§ REQUIREMENT
Below are records. Count every line containing the word "hand" and give the number alone.

§ EXCERPTED DATA
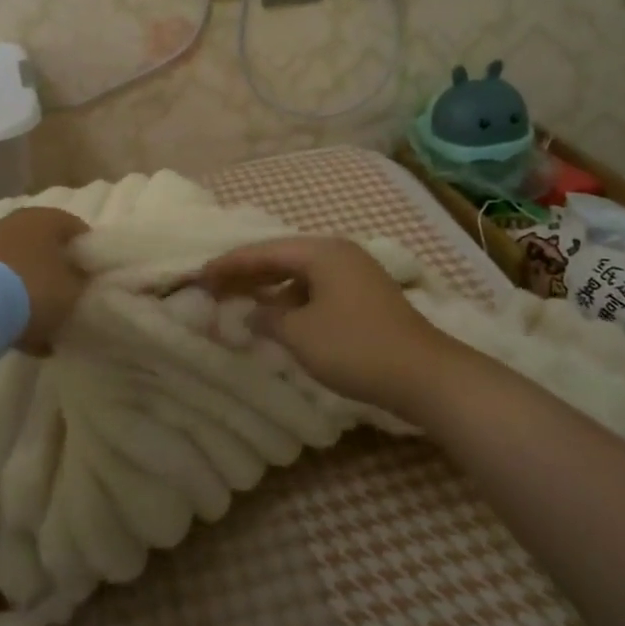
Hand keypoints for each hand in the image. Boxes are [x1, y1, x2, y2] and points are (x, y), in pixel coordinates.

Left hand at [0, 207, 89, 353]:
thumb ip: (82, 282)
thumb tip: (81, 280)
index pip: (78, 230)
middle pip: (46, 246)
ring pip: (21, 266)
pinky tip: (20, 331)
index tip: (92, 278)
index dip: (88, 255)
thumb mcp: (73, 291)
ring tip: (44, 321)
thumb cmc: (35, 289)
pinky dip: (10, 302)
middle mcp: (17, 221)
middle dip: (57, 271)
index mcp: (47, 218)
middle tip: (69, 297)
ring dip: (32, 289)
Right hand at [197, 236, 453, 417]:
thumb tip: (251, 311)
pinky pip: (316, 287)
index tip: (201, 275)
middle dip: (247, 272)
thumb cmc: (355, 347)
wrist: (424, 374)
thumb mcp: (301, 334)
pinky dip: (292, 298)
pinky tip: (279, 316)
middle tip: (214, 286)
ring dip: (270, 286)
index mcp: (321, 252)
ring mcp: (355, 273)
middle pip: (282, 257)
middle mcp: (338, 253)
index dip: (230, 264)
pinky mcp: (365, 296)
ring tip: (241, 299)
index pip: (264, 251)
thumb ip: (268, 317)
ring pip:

§ RESULT FOR THIS TASK
3